Top of Dataset
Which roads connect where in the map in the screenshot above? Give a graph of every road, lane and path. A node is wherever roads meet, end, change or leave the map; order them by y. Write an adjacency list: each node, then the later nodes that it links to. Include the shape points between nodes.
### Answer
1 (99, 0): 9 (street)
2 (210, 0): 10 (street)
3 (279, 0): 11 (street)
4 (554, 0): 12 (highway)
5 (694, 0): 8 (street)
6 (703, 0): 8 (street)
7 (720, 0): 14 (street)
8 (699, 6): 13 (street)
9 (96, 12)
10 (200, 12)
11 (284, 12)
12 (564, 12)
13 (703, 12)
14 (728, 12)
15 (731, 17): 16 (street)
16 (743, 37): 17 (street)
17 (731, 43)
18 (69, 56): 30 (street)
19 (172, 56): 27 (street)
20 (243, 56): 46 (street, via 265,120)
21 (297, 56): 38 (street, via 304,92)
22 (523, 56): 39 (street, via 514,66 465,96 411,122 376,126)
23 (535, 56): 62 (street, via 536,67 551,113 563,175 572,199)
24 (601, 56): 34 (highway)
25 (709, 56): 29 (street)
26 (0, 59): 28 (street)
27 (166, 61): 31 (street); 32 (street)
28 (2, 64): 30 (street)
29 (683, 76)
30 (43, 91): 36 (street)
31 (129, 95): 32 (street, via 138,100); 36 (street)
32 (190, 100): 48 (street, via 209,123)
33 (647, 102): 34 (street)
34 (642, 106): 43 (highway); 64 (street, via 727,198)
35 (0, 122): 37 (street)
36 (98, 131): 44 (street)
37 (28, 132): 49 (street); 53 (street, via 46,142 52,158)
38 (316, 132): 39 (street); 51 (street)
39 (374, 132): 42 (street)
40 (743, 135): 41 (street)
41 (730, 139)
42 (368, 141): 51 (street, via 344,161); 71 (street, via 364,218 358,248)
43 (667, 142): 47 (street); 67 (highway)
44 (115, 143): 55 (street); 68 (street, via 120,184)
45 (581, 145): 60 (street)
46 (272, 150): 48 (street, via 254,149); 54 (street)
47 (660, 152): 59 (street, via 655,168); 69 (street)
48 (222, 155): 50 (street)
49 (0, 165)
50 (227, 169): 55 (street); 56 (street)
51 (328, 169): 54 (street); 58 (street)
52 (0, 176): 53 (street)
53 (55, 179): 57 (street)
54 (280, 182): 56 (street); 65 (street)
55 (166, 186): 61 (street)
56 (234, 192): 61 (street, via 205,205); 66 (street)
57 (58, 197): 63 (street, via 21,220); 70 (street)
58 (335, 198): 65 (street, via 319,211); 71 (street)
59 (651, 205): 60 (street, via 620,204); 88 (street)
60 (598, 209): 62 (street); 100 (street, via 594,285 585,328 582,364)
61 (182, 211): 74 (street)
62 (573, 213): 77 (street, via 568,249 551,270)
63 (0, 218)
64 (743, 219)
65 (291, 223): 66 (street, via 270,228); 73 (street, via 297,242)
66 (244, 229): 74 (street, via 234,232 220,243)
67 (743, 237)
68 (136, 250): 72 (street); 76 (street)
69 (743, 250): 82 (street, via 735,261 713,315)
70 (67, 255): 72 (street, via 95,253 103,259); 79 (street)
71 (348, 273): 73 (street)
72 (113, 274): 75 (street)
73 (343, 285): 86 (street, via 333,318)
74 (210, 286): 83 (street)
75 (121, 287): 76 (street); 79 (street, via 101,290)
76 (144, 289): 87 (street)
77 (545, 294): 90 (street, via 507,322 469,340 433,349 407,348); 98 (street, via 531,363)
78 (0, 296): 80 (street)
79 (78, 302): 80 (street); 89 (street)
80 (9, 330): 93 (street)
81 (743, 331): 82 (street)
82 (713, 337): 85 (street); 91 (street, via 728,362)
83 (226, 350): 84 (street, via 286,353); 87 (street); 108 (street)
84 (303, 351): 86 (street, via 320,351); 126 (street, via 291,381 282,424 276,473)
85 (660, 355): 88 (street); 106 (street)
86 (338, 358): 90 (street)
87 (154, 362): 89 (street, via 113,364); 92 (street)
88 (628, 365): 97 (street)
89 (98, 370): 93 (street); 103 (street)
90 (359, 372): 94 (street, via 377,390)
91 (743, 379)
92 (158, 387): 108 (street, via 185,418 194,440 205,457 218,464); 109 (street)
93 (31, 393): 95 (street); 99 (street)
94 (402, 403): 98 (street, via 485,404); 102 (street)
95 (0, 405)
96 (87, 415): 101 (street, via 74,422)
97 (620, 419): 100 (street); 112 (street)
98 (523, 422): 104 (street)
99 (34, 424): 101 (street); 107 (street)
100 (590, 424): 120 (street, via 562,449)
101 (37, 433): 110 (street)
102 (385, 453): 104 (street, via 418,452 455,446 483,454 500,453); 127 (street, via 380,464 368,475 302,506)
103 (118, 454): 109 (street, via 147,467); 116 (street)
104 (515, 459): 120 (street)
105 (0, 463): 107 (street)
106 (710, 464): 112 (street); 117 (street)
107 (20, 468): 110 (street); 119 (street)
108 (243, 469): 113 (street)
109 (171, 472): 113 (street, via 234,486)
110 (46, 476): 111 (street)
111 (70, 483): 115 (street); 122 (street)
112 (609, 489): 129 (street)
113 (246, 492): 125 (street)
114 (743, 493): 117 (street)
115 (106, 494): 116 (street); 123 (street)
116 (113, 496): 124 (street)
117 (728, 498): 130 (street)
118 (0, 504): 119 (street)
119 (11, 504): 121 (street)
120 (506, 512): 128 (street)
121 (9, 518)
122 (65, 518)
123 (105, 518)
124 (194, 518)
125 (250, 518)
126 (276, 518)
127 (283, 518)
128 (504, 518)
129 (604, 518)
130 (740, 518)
Bottom of Dataset
• [What is needed]:
Check every line above for the word "highway" and copy those that have it.

• [Answer space]:
4 (554, 0): 12 (highway)
24 (601, 56): 34 (highway)
34 (642, 106): 43 (highway); 64 (street, via 727,198)
43 (667, 142): 47 (street); 67 (highway)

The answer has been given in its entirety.